Before proceeding it should be noted that while theoretical research is obviously constrained in its ability to explain real-world electoral phenomena, it nevertheless provides a good start. Indeed, while the empirical literature on false electoral information is fledgling, we are observing a gradual convergence between the predictions of the theoretical literature, and the results of empirical studies. We expect the interplay between these literatures to be fruitful to our understanding of false electoral information over the long term.

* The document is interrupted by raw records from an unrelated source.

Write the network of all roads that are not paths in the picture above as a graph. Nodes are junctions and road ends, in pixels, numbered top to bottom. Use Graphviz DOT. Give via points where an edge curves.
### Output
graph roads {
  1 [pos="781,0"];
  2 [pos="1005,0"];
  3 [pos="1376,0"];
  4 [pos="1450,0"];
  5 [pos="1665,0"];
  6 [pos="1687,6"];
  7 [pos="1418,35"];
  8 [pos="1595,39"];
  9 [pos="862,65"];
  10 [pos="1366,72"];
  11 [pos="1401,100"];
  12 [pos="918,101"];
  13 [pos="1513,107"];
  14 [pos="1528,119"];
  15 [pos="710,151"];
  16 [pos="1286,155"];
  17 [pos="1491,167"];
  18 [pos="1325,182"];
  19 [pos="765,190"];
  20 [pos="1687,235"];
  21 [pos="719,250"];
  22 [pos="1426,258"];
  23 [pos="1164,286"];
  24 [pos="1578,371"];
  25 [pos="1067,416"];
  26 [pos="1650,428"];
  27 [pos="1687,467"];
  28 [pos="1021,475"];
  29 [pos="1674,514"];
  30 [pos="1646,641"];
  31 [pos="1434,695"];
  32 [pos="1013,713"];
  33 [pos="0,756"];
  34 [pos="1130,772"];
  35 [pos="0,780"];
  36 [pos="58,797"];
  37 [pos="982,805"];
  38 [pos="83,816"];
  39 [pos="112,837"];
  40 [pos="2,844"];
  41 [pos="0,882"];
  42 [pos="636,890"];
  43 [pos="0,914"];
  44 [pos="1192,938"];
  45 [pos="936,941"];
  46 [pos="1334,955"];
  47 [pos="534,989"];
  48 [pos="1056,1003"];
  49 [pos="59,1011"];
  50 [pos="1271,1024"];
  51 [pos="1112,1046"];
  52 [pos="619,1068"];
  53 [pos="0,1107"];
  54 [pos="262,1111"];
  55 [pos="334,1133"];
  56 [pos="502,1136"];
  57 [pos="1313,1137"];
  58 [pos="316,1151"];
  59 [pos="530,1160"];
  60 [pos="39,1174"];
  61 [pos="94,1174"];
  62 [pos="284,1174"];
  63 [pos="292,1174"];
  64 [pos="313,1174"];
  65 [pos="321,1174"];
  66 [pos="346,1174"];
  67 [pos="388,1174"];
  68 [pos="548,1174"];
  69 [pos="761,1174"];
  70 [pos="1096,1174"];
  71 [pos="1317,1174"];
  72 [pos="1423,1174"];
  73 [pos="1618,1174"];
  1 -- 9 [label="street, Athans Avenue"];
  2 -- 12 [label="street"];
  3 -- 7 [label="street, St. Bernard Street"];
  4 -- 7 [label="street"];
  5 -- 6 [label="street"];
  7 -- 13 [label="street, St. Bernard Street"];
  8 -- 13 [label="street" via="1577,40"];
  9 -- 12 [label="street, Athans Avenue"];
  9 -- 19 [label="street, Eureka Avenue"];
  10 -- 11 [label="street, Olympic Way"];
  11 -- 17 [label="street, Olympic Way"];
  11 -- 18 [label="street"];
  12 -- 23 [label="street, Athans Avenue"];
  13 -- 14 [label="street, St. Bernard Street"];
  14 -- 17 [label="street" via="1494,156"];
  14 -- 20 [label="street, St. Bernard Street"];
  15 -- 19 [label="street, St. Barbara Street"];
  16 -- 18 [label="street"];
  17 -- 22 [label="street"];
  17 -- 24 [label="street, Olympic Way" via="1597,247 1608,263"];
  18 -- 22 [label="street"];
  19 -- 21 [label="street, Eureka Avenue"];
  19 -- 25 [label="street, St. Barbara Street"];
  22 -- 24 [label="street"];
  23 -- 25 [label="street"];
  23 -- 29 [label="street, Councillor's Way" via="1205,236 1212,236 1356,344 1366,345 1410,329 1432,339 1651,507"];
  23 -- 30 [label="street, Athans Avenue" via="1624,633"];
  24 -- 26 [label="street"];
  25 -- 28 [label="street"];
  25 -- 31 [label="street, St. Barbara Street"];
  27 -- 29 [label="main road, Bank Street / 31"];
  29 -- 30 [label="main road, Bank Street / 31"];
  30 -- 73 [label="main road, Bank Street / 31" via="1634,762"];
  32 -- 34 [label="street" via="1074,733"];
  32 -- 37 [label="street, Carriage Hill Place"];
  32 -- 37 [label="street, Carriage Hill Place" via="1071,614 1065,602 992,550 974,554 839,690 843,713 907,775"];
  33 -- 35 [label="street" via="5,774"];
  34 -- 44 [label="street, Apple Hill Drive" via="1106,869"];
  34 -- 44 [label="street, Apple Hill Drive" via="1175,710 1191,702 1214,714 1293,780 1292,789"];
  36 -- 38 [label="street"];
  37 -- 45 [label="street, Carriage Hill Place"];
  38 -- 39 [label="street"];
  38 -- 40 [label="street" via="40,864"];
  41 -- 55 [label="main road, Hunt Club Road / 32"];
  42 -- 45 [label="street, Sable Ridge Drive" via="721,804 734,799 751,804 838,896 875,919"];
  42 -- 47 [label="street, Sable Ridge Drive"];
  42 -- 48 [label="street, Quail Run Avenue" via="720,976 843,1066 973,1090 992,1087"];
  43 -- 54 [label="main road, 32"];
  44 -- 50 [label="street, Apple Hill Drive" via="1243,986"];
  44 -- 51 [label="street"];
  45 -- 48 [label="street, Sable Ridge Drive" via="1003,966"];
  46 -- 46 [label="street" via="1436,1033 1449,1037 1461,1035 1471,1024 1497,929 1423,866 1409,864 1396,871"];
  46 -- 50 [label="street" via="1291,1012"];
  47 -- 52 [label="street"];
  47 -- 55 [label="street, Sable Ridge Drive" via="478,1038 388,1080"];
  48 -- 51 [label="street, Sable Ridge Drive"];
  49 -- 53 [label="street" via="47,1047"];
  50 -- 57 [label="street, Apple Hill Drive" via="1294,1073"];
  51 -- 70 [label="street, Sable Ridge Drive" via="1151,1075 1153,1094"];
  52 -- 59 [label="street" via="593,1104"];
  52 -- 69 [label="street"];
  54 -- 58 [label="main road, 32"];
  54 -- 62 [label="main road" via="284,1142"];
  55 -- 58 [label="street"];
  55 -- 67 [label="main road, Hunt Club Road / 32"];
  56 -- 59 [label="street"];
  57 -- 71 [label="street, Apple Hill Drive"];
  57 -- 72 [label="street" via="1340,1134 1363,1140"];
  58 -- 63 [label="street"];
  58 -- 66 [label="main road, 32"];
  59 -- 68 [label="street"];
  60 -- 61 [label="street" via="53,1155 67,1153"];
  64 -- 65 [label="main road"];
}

An Empirical Understanding

The impact of false information campaigns is long term and appears to be growing stronger in each successive election cycle as an increasing proportion of the electorate is exposed to election advertising through digital media. Two conspicuous examples are the 2016 US Presidential Election (Allcot & Gentzkow, 2017; Bovet & Makse, 2019) and the Brexit Referendum (Henkel, 2021) that same year, the outcomes of which were either affected or altered by false information campaigns. The dissemination of false news stories generally favoured Donald Trump in the United States and the ‘Leave’ vote in the United Kingdom, reaching a significant proportion of the electorate in both cases. Similarly, using panel surveys of voters, Fabian Zimmerman and Matthias Kohring’s 2020 study of the 2017 German Federal election found that exposure to stories that were deliberately and verifiably false alienated voters from the governing party and drove them ‘into the arms of right-wing populists’ (Zimmermann & Kohring, 2020: 215).2

Even more worrying is the fact that exposure to false information during election campaigns coincided with lower levels of trust in news media and even politics itself. Another study drawing on panel surveys throughout the 2018 US midterm elections found that exposure to false information two weeks before the election could ‘significantly predict the changes in political cynicism immediately after the election day’ (Jones-Jang et al., 2020: 1). Although it is apparent that false information has an effect—albeit one that is difficult to measure—on voters’ political preferences, these studies also underscore that exposure to false information has a longer-term corrosive effect on the democratic fabric. As more and more people use unreliable digital sources for their political news, the damaging impact of false information will undoubtedly increase even in a democracy as relatively strong and stable as Australia’s. More people than ever are now getting their ‘news’ from sources published on the internet, especially from sources that are not even news outlets; for example, over 50% of Australians now turn to social media platforms for ‘news’ (Hughes, 2021). But false information does not need to be a mass phenomenon to cause harm because precision disinformation can have enormous pay-offs providing it is directed at the right voters; this can be achieved by the use of data enhancement and audience segmentation techniques that deliver custom-made disinformation to very narrow and specific audiences. In any case, it is fast becoming a mass phenomenon, and the exponential spread of disinformation, rumours and conspiracy theories is corroding public trust in government institutions, polarising the electorate and stoking populist, anti-democratic and extremist sentiment (Zimmerman & Kohring, 2020). It is also ‘causing significant damage to the public sphere and shifting the acceptable bounds of political debate’ (Roose & Khalil, 2020).

Notes

  1. 1.

    For a more recent empirical assessment of the motivations for spreading disinformation see Buchanan (2020). Note that those most likely to share false information were those who thought it likely to be true, or who had pre-existing attitudes consistent with it.

  2. 2.

    Note, however, that Michele Cantarella et al.’s (2019) study of the 2013 and 2018 Italian general elections found that exposure to false information had a negligible effect on populist voting (Cantarella et al., 2019).